Your instructions:
Word for word, print every entry below.
········
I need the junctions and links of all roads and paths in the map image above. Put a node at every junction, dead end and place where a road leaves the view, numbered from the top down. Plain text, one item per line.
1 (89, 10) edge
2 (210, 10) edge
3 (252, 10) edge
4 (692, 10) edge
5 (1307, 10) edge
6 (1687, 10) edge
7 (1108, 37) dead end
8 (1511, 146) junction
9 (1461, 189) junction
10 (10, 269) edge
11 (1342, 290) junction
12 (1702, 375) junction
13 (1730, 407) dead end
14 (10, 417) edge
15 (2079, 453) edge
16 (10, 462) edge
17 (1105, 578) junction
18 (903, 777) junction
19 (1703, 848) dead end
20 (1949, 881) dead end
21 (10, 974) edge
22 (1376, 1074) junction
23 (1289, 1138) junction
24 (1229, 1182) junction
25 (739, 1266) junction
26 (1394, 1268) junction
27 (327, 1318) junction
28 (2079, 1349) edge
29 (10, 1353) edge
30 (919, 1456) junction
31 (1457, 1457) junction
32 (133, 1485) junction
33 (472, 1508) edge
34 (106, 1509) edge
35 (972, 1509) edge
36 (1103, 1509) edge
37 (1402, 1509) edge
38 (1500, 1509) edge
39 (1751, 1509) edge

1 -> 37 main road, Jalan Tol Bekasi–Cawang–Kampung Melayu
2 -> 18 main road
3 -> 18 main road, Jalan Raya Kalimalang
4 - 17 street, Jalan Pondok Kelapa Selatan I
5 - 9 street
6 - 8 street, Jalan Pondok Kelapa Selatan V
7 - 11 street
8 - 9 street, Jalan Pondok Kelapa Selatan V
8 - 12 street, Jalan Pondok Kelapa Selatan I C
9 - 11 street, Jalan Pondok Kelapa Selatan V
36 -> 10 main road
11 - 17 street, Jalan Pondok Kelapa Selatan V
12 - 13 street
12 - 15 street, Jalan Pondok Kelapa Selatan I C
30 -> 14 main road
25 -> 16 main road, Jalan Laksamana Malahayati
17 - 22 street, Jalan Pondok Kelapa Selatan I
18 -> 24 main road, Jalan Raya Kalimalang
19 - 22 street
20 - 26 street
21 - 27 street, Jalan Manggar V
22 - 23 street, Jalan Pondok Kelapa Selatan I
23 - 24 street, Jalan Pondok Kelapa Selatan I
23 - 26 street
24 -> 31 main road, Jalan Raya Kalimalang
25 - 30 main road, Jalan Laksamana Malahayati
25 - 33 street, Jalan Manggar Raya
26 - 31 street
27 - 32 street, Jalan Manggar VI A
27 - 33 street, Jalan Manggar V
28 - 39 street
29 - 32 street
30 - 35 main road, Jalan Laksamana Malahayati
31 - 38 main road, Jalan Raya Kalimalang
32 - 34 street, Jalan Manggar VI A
········
Solution:
I need the junctions and links of all roads and paths in the map image above. Put a node at every junction, dead end and place where a road leaves the view, numbered from the top down. Plain text, one item per line.
1 (89, 10) edge
2 (210, 10) edge
3 (252, 10) edge
4 (692, 10) edge
5 (1307, 10) edge
6 (1687, 10) edge
7 (1108, 37) dead end
8 (1511, 146) junction
9 (1461, 189) junction
10 (10, 269) edge
11 (1342, 290) junction
12 (1702, 375) junction
13 (1730, 407) dead end
14 (10, 417) edge
15 (2079, 453) edge
16 (10, 462) edge
17 (1105, 578) junction
18 (903, 777) junction
19 (1703, 848) dead end
20 (1949, 881) dead end
21 (10, 974) edge
22 (1376, 1074) junction
23 (1289, 1138) junction
24 (1229, 1182) junction
25 (739, 1266) junction
26 (1394, 1268) junction
27 (327, 1318) junction
28 (2079, 1349) edge
29 (10, 1353) edge
30 (919, 1456) junction
31 (1457, 1457) junction
32 (133, 1485) junction
33 (472, 1508) edge
34 (106, 1509) edge
35 (972, 1509) edge
36 (1103, 1509) edge
37 (1402, 1509) edge
38 (1500, 1509) edge
39 (1751, 1509) edge

1 -> 37 main road, Jalan Tol Bekasi–Cawang–Kampung Melayu
2 -> 18 main road
3 -> 18 main road, Jalan Raya Kalimalang
4 - 17 street, Jalan Pondok Kelapa Selatan I
5 - 9 street
6 - 8 street, Jalan Pondok Kelapa Selatan V
7 - 11 street
8 - 9 street, Jalan Pondok Kelapa Selatan V
8 - 12 street, Jalan Pondok Kelapa Selatan I C
9 - 11 street, Jalan Pondok Kelapa Selatan V
36 -> 10 main road
11 - 17 street, Jalan Pondok Kelapa Selatan V
12 - 13 street
12 - 15 street, Jalan Pondok Kelapa Selatan I C
30 -> 14 main road
25 -> 16 main road, Jalan Laksamana Malahayati
17 - 22 street, Jalan Pondok Kelapa Selatan I
18 -> 24 main road, Jalan Raya Kalimalang
19 - 22 street
20 - 26 street
21 - 27 street, Jalan Manggar V
22 - 23 street, Jalan Pondok Kelapa Selatan I
23 - 24 street, Jalan Pondok Kelapa Selatan I
23 - 26 street
24 -> 31 main road, Jalan Raya Kalimalang
25 - 30 main road, Jalan Laksamana Malahayati
25 - 33 street, Jalan Manggar Raya
26 - 31 street
27 - 32 street, Jalan Manggar VI A
27 - 33 street, Jalan Manggar V
28 - 39 street
29 - 32 street
30 - 35 main road, Jalan Laksamana Malahayati
31 - 38 main road, Jalan Raya Kalimalang
32 - 34 street, Jalan Manggar VI A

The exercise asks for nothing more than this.